Sikap ini sangat tidak terpuji, karena telah mempertontonkan “arogansi” yang didasarkan atas kewenangan KPU secara sepihak.
“Sudah banyak diskursus yang membahas terkait ketaatan atau kepatuhan aparatur/instansi pemerintah terkait eksekusi putusan PTUN, namun dari tahun ke tahun tetap saja ada aparatur/instansi yang tidak melaksanakan atau patuh pada putusan PTUN,” kata dia.
Secara regulasi, apabila KPU tidak mentaati aturan putusan lembaga pengadilan yang bersifat final dan mengikat (final and bending) atau telah berkekuatan hukum tetap (inkracht van gewijsde) tentu ada sanksinya, baik secara adminitratif, perdata dan pidana.
Mantan hakim konstitusi, Dr. Maruarar Siahaan, menjelaskan, putusan hakim yang sudan berkekuatan hukum tetap adalah norma hukum dalam artı kongkrit yang dideduksi dari norma abstrak.
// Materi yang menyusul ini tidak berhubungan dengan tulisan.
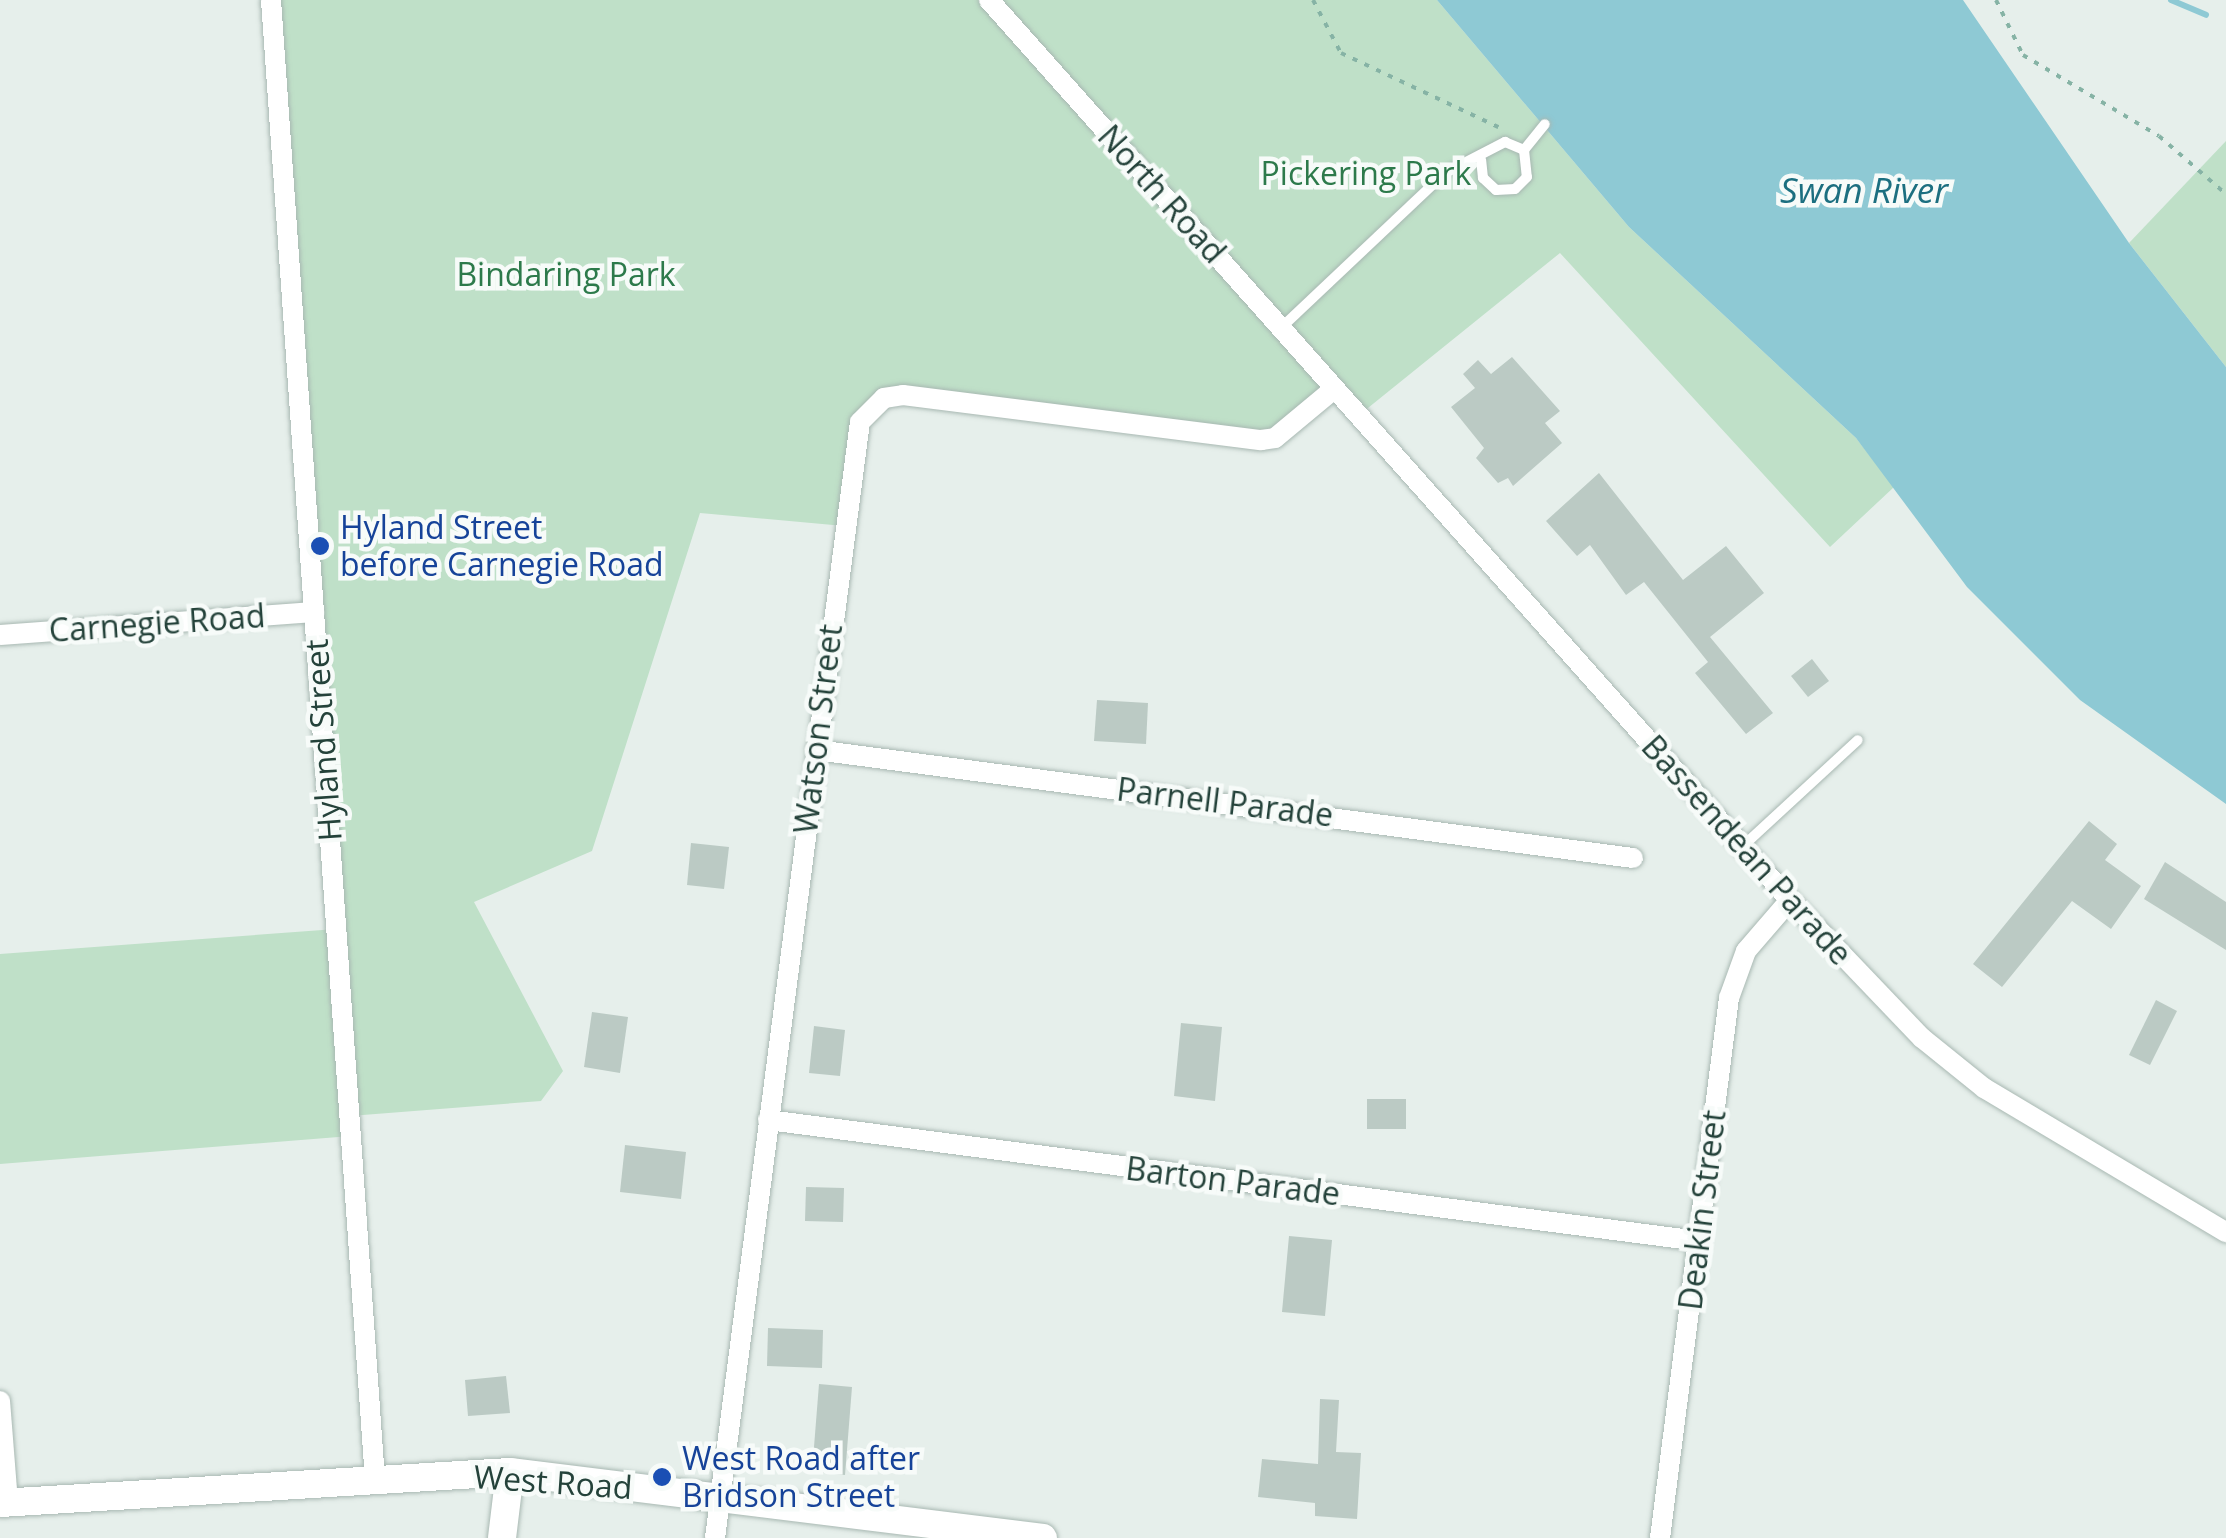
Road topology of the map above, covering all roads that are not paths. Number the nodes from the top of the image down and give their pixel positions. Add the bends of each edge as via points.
1 (271, 0) edge
2 (989, 0) edge
3 (1546, 124) dead end
4 (1519, 147) junction
5 (1481, 160) junction
6 (1280, 328) junction
7 (1334, 389) junction
8 (314, 612) junction
9 (0, 634) edge
10 (1858, 740) dead end
11 (816, 750) junction
12 (1742, 847) junction
13 (1633, 858) dead end
14 (1790, 900) junction
15 (768, 1120) junction
16 (2226, 1232) edge
17 (1698, 1241) junction
18 (0, 1401) edge
19 (510, 1472) junction
20 (376, 1480) junction
21 (720, 1498) junction
22 (4, 1502) edge
23 (502, 1538) edge
24 (715, 1538) edge
25 (1043, 1538) edge
26 (1660, 1538) edge

1 - 8 street, Hyland Street
2 - 6 street, North Road
3 - 4 lane
4 - 5 lane via 1494,144
4 - 5 lane via 1528,177 1506,192 1483,178
5 - 6 lane via 1445,173
6 - 7 street, North Road
7 - 11 street, Watson Street via 1274,438 1260,440 884,398 868,409 857,433
7 - 12 street, Bassendean Parade
8 - 9 street, Carnegie Road
8 - 20 street, Hyland Street
10 - 12 lane
11 - 13 street, Parnell Parade
11 - 15 street, Watson Street
12 - 14 street, Bassendean Parade
14 - 16 street, Bassendean Parade via 1951,1064
14 - 17 street, Deakin Street via 1736,974
15 - 17 street, Barton Parade
15 - 21 street, Watson Street
17 - 26 street, Deakin Street
18 - 22 street
19 - 20 street, West Road
19 - 21 street, West Road
19 - 23 street
20 - 22 street, West Road
21 - 24 street, Watson Street
21 - 25 street, West Road

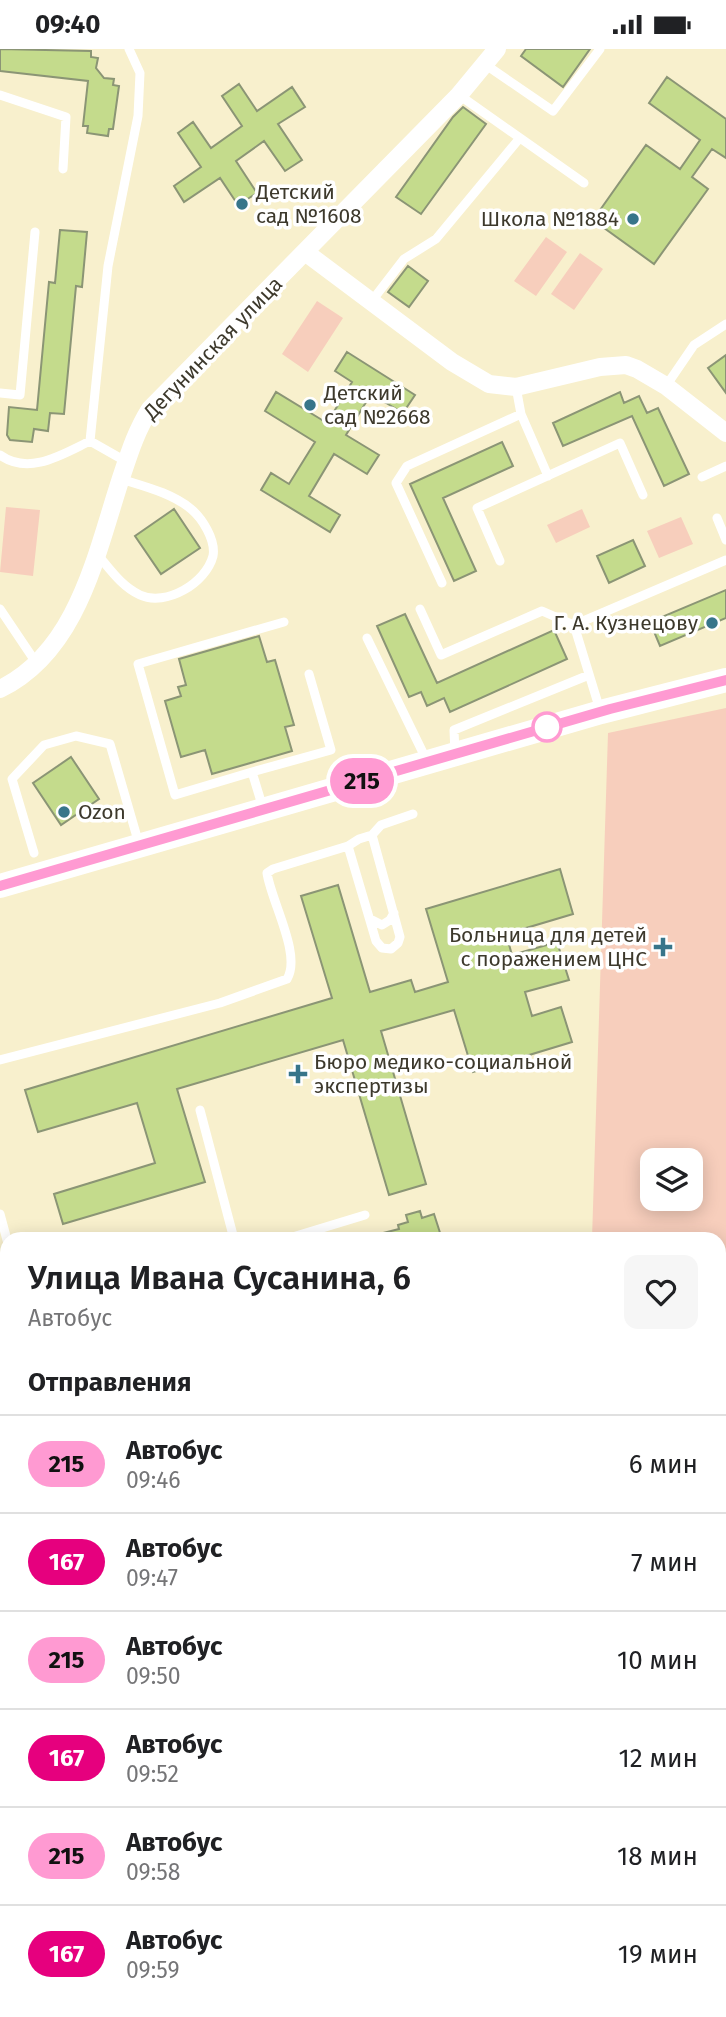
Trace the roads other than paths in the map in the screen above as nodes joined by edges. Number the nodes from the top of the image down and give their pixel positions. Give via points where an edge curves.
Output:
1 (129, 49) edge
2 (497, 49) edge
3 (600, 49) edge
4 (486, 65) junction
5 (0, 95) edge
6 (458, 95) junction
7 (519, 139) junction
8 (63, 169) dead end
9 (584, 183) dead end
10 (35, 232) dead end
11 (305, 252) junction
12 (372, 302) junction
13 (726, 324) edge
14 (666, 386) junction
15 (516, 387) junction
16 (0, 393) edge
17 (520, 414) junction
18 (726, 433) edge
19 (90, 441) junction
20 (0, 455) edge
21 (726, 466) edge
22 (124, 471) junction
23 (548, 475) junction
24 (702, 477) dead end
25 (643, 495) dead end
26 (717, 518) dead end
27 (726, 540) edge
28 (96, 553) junction
29 (726, 560) edge
30 (500, 561) dead end
31 (442, 583) dead end
32 (0, 610) edge
33 (420, 610) dead end
34 (284, 622) dead end
35 (573, 625) junction
36 (367, 638) dead end
37 (37, 664) junction
38 (309, 674) dead end
39 (589, 675) junction
40 (726, 680) edge
41 (0, 688) edge
42 (601, 712) junction
43 (455, 754) junction
44 (428, 762) junction
45 (252, 772) junction
46 (263, 810) junction
47 (413, 814) dead end
48 (372, 835) junction
49 (140, 846) junction
50 (348, 846) junction
51 (34, 853) dead end
52 (0, 886) edge
53 (394, 913) junction
54 (370, 919) junction
55 (0, 1061) edge
56 (200, 1110) dead end
57 (0, 1214) edge
58 (365, 1215) dead end
59 (5, 1232) edge
60 (232, 1232) edge
61 (309, 1232) edge

1 - 19 lane via 141,73 138,116 107,266
2 - 4 street, Дегунинская улица
3 - 4 lane via 553,111
4 - 6 street, Дегунинская улица
5 - 8 lane via 66,117
6 - 7 lane
6 - 11 street, Дегунинская улица
7 - 9 lane
7 - 12 lane via 436,239 404,259
10 - 16 lane via 20,394
11 - 12 street
11 - 22 street, Дегунинская улица via 150,409
12 - 15 street via 473,376 489,384
13 - 14 lane via 694,345
14 - 15 street via 637,369 615,364
14 - 18 street
15 - 17 lane
17 - 23 lane
17 - 31 lane via 407,466 396,483
19 - 20 lane via 40,464
19 - 22 lane
21 - 24 lane
22 - 28 street, Дегунинская улица
22 - 28 lane via 190,508 209,531 213,555 197,583 168,597 142,596 120,582
23 - 25 lane via 620,443
23 - 30 lane via 477,508
26 - 27 lane
28 - 37 street, Дегунинская улица via 67,627
29 - 35 lane
32 - 37 lane
33 - 35 lane via 441,655 542,611
34 - 45 lane via 138,664 175,795
35 - 39 lane
36 - 44 lane
37 - 41 street, Дегунинская улица
38 - 45 lane via 331,750
39 - 42 lane
39 - 43 lane via 454,730
40 - 42 street
42 - 43 street
43 - 44 street
44 - 46 street
45 - 46 lane
46 - 49 street
47 - 48 lane via 381,825
48 - 50 lane
48 - 53 lane
49 - 51 lane via 110,744 76,736 44,745 12,779
49 - 52 street
50 - 54 lane
50 - 55 lane via 267,873 291,955 287,979 220,1003
53 - 54 lane via 382,925
53 - 54 lane via 400,937 391,949 378,945
56 - 60 lane
57 - 59 lane
58 - 61 lane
Sehingga selama putusan hakim itu tidak dibatalkan maka berkekuatan hukum mengikat. “Termasuk juga putusan PTUN (perkara Irman Gusman),” ungkap Maruarar.
Dijelaskan pula, perubahan yang terjadi pada Daftar Calon Sementara (DCS) Caleg DPD, menurut Maruarar, verifikasi tidak oleh dilakukan atas dasar hukum yang baru.
“Hukum itu tidak boleh berlaku retroaktif. Kalau itu dilakukan KPU maka itu melanggar karena diberlakukan retroaktif,” kata Maruarar, yang juga akademisi ini.